= What the task requires =
Go through the entries and set each one down exactly.

BEGIN Data to use

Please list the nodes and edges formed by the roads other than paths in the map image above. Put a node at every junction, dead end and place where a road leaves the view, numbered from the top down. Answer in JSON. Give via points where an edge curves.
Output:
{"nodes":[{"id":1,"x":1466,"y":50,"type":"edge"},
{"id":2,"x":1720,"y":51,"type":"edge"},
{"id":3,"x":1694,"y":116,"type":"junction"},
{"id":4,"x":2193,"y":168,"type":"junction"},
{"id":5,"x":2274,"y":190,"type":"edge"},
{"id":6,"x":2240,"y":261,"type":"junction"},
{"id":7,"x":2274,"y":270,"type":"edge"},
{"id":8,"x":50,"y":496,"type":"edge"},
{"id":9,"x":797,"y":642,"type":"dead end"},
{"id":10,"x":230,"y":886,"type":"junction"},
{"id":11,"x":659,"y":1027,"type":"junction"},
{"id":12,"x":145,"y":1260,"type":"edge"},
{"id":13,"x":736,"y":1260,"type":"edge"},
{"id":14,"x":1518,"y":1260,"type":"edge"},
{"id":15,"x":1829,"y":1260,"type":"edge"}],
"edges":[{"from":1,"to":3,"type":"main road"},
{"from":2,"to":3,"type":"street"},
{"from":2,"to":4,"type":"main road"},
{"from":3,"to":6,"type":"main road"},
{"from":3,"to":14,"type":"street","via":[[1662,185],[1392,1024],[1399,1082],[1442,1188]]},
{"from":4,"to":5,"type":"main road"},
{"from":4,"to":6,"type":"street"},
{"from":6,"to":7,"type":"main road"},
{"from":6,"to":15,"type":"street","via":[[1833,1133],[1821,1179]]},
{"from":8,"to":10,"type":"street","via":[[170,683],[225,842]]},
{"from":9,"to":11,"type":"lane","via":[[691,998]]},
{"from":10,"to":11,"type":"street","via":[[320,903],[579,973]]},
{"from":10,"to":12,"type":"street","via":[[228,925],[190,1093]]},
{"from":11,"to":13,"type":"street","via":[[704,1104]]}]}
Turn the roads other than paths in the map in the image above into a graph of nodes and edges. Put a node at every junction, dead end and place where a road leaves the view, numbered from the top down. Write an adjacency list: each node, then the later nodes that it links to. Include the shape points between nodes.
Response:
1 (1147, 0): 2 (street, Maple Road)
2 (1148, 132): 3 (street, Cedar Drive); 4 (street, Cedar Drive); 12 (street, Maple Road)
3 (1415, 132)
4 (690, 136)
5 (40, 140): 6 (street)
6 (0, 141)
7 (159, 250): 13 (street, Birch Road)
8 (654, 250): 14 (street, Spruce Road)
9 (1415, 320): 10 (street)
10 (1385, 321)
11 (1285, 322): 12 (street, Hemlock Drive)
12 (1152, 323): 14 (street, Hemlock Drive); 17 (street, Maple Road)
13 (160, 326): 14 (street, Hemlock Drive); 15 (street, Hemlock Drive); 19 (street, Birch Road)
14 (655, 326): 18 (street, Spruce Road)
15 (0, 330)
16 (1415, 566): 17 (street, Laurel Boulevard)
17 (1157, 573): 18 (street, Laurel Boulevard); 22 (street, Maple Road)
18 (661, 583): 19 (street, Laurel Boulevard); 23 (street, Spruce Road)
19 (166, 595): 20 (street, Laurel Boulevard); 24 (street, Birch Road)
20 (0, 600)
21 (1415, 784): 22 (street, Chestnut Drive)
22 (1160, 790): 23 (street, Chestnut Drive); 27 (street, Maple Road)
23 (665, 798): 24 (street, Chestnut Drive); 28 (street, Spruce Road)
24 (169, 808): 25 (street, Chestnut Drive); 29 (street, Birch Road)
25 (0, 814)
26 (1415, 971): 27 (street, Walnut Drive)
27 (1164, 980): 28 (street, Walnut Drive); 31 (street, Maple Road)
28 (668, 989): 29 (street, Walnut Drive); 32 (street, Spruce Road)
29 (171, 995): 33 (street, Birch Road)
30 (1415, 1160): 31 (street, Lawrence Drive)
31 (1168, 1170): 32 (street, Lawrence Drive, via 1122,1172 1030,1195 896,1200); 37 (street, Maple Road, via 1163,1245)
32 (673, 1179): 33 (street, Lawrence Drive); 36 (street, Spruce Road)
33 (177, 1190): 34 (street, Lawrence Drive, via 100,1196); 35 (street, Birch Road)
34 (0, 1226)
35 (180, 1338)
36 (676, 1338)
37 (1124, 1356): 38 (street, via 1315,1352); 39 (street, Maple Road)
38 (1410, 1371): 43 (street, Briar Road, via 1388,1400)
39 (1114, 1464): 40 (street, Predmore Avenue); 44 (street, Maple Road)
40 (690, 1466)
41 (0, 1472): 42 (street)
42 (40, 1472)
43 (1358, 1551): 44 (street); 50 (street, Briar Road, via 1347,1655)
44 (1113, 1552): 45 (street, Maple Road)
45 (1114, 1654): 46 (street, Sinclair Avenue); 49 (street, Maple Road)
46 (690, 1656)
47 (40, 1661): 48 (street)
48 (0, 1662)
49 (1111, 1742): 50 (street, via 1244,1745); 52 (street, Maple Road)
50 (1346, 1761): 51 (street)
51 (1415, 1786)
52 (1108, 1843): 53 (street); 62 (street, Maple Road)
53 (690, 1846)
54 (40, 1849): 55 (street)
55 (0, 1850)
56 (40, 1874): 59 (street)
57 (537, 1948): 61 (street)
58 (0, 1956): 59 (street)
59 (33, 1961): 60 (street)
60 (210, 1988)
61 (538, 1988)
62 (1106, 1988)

END Data to use

= Answer for this exercise =
Please list the nodes and edges formed by the roads other than paths in the map image above. Put a node at every junction, dead end and place where a road leaves the view, numbered from the top down. Answer in JSON. Give via points where an edge curves.
Output:
{"nodes":[{"id":1,"x":1466,"y":50,"type":"edge"},
{"id":2,"x":1720,"y":51,"type":"edge"},
{"id":3,"x":1694,"y":116,"type":"junction"},
{"id":4,"x":2193,"y":168,"type":"junction"},
{"id":5,"x":2274,"y":190,"type":"edge"},
{"id":6,"x":2240,"y":261,"type":"junction"},
{"id":7,"x":2274,"y":270,"type":"edge"},
{"id":8,"x":50,"y":496,"type":"edge"},
{"id":9,"x":797,"y":642,"type":"dead end"},
{"id":10,"x":230,"y":886,"type":"junction"},
{"id":11,"x":659,"y":1027,"type":"junction"},
{"id":12,"x":145,"y":1260,"type":"edge"},
{"id":13,"x":736,"y":1260,"type":"edge"},
{"id":14,"x":1518,"y":1260,"type":"edge"},
{"id":15,"x":1829,"y":1260,"type":"edge"}],
"edges":[{"from":1,"to":3,"type":"main road"},
{"from":2,"to":3,"type":"street"},
{"from":2,"to":4,"type":"main road"},
{"from":3,"to":6,"type":"main road"},
{"from":3,"to":14,"type":"street","via":[[1662,185],[1392,1024],[1399,1082],[1442,1188]]},
{"from":4,"to":5,"type":"main road"},
{"from":4,"to":6,"type":"street"},
{"from":6,"to":7,"type":"main road"},
{"from":6,"to":15,"type":"street","via":[[1833,1133],[1821,1179]]},
{"from":8,"to":10,"type":"street","via":[[170,683],[225,842]]},
{"from":9,"to":11,"type":"lane","via":[[691,998]]},
{"from":10,"to":11,"type":"street","via":[[320,903],[579,973]]},
{"from":10,"to":12,"type":"street","via":[[228,925],[190,1093]]},
{"from":11,"to":13,"type":"street","via":[[704,1104]]}]}
Turn the roads other than paths in the map in the image above into a graph of nodes and edges. Put a node at every junction, dead end and place where a road leaves the view, numbered from the top down. Write an adjacency list: each node, then the later nodes that it links to. Include the shape points between nodes.
Response:
1 (1147, 0): 2 (street, Maple Road)
2 (1148, 132): 3 (street, Cedar Drive); 4 (street, Cedar Drive); 12 (street, Maple Road)
3 (1415, 132)
4 (690, 136)
5 (40, 140): 6 (street)
6 (0, 141)
7 (159, 250): 13 (street, Birch Road)
8 (654, 250): 14 (street, Spruce Road)
9 (1415, 320): 10 (street)
10 (1385, 321)
11 (1285, 322): 12 (street, Hemlock Drive)
12 (1152, 323): 14 (street, Hemlock Drive); 17 (street, Maple Road)
13 (160, 326): 14 (street, Hemlock Drive); 15 (street, Hemlock Drive); 19 (street, Birch Road)
14 (655, 326): 18 (street, Spruce Road)
15 (0, 330)
16 (1415, 566): 17 (street, Laurel Boulevard)
17 (1157, 573): 18 (street, Laurel Boulevard); 22 (street, Maple Road)
18 (661, 583): 19 (street, Laurel Boulevard); 23 (street, Spruce Road)
19 (166, 595): 20 (street, Laurel Boulevard); 24 (street, Birch Road)
20 (0, 600)
21 (1415, 784): 22 (street, Chestnut Drive)
22 (1160, 790): 23 (street, Chestnut Drive); 27 (street, Maple Road)
23 (665, 798): 24 (street, Chestnut Drive); 28 (street, Spruce Road)
24 (169, 808): 25 (street, Chestnut Drive); 29 (street, Birch Road)
25 (0, 814)
26 (1415, 971): 27 (street, Walnut Drive)
27 (1164, 980): 28 (street, Walnut Drive); 31 (street, Maple Road)
28 (668, 989): 29 (street, Walnut Drive); 32 (street, Spruce Road)
29 (171, 995): 33 (street, Birch Road)
30 (1415, 1160): 31 (street, Lawrence Drive)
31 (1168, 1170): 32 (street, Lawrence Drive, via 1122,1172 1030,1195 896,1200); 37 (street, Maple Road, via 1163,1245)
32 (673, 1179): 33 (street, Lawrence Drive); 36 (street, Spruce Road)
33 (177, 1190): 34 (street, Lawrence Drive, via 100,1196); 35 (street, Birch Road)
34 (0, 1226)
35 (180, 1338)
36 (676, 1338)
37 (1124, 1356): 38 (street, via 1315,1352); 39 (street, Maple Road)
38 (1410, 1371): 43 (street, Briar Road, via 1388,1400)
39 (1114, 1464): 40 (street, Predmore Avenue); 44 (street, Maple Road)
40 (690, 1466)
41 (0, 1472): 42 (street)
42 (40, 1472)
43 (1358, 1551): 44 (street); 50 (street, Briar Road, via 1347,1655)
44 (1113, 1552): 45 (street, Maple Road)
45 (1114, 1654): 46 (street, Sinclair Avenue); 49 (street, Maple Road)
46 (690, 1656)
47 (40, 1661): 48 (street)
48 (0, 1662)
49 (1111, 1742): 50 (street, via 1244,1745); 52 (street, Maple Road)
50 (1346, 1761): 51 (street)
51 (1415, 1786)
52 (1108, 1843): 53 (street); 62 (street, Maple Road)
53 (690, 1846)
54 (40, 1849): 55 (street)
55 (0, 1850)
56 (40, 1874): 59 (street)
57 (537, 1948): 61 (street)
58 (0, 1956): 59 (street)
59 (33, 1961): 60 (street)
60 (210, 1988)
61 (538, 1988)
62 (1106, 1988)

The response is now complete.